WHAT YOU ARE ASKED TO DO: Word for word, repeat each record that follows.

== == ==

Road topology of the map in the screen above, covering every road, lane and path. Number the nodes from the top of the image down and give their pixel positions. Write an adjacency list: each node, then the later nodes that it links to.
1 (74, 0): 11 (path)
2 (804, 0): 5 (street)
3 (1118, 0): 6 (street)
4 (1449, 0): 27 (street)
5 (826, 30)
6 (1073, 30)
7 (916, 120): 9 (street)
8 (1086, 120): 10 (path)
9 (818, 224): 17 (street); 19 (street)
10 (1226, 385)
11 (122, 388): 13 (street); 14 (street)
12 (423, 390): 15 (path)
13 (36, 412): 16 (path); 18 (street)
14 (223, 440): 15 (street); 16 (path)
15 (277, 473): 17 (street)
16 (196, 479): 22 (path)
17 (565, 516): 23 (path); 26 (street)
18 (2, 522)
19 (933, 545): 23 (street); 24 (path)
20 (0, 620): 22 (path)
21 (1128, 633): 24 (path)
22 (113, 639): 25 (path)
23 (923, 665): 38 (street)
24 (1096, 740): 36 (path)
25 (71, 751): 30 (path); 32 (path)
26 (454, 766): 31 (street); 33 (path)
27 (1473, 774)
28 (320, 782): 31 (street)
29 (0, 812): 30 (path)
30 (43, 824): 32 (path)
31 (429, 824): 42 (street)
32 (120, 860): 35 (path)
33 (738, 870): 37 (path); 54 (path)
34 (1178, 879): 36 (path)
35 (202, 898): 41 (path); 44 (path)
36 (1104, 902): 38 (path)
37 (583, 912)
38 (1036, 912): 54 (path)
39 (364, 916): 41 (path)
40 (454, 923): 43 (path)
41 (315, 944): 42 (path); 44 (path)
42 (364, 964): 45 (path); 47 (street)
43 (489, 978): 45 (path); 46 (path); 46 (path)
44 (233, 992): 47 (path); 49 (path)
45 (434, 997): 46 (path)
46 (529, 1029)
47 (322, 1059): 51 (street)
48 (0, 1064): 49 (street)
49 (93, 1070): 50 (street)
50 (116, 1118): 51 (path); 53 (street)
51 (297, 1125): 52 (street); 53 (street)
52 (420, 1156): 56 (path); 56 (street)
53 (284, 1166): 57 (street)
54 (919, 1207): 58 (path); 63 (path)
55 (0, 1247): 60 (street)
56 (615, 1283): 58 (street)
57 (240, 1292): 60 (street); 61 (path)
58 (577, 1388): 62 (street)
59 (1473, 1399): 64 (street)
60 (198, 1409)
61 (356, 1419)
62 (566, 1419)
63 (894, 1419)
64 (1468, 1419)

== == ==

YOUR SOLUTION:
Road topology of the map in the screen above, covering every road, lane and path. Number the nodes from the top of the image down and give their pixel positions. Write an adjacency list: each node, then the later nodes that it links to.
1 (74, 0): 11 (path)
2 (804, 0): 5 (street)
3 (1118, 0): 6 (street)
4 (1449, 0): 27 (street)
5 (826, 30)
6 (1073, 30)
7 (916, 120): 9 (street)
8 (1086, 120): 10 (path)
9 (818, 224): 17 (street); 19 (street)
10 (1226, 385)
11 (122, 388): 13 (street); 14 (street)
12 (423, 390): 15 (path)
13 (36, 412): 16 (path); 18 (street)
14 (223, 440): 15 (street); 16 (path)
15 (277, 473): 17 (street)
16 (196, 479): 22 (path)
17 (565, 516): 23 (path); 26 (street)
18 (2, 522)
19 (933, 545): 23 (street); 24 (path)
20 (0, 620): 22 (path)
21 (1128, 633): 24 (path)
22 (113, 639): 25 (path)
23 (923, 665): 38 (street)
24 (1096, 740): 36 (path)
25 (71, 751): 30 (path); 32 (path)
26 (454, 766): 31 (street); 33 (path)
27 (1473, 774)
28 (320, 782): 31 (street)
29 (0, 812): 30 (path)
30 (43, 824): 32 (path)
31 (429, 824): 42 (street)
32 (120, 860): 35 (path)
33 (738, 870): 37 (path); 54 (path)
34 (1178, 879): 36 (path)
35 (202, 898): 41 (path); 44 (path)
36 (1104, 902): 38 (path)
37 (583, 912)
38 (1036, 912): 54 (path)
39 (364, 916): 41 (path)
40 (454, 923): 43 (path)
41 (315, 944): 42 (path); 44 (path)
42 (364, 964): 45 (path); 47 (street)
43 (489, 978): 45 (path); 46 (path); 46 (path)
44 (233, 992): 47 (path); 49 (path)
45 (434, 997): 46 (path)
46 (529, 1029)
47 (322, 1059): 51 (street)
48 (0, 1064): 49 (street)
49 (93, 1070): 50 (street)
50 (116, 1118): 51 (path); 53 (street)
51 (297, 1125): 52 (street); 53 (street)
52 (420, 1156): 56 (path); 56 (street)
53 (284, 1166): 57 (street)
54 (919, 1207): 58 (path); 63 (path)
55 (0, 1247): 60 (street)
56 (615, 1283): 58 (street)
57 (240, 1292): 60 (street); 61 (path)
58 (577, 1388): 62 (street)
59 (1473, 1399): 64 (street)
60 (198, 1409)
61 (356, 1419)
62 (566, 1419)
63 (894, 1419)
64 (1468, 1419)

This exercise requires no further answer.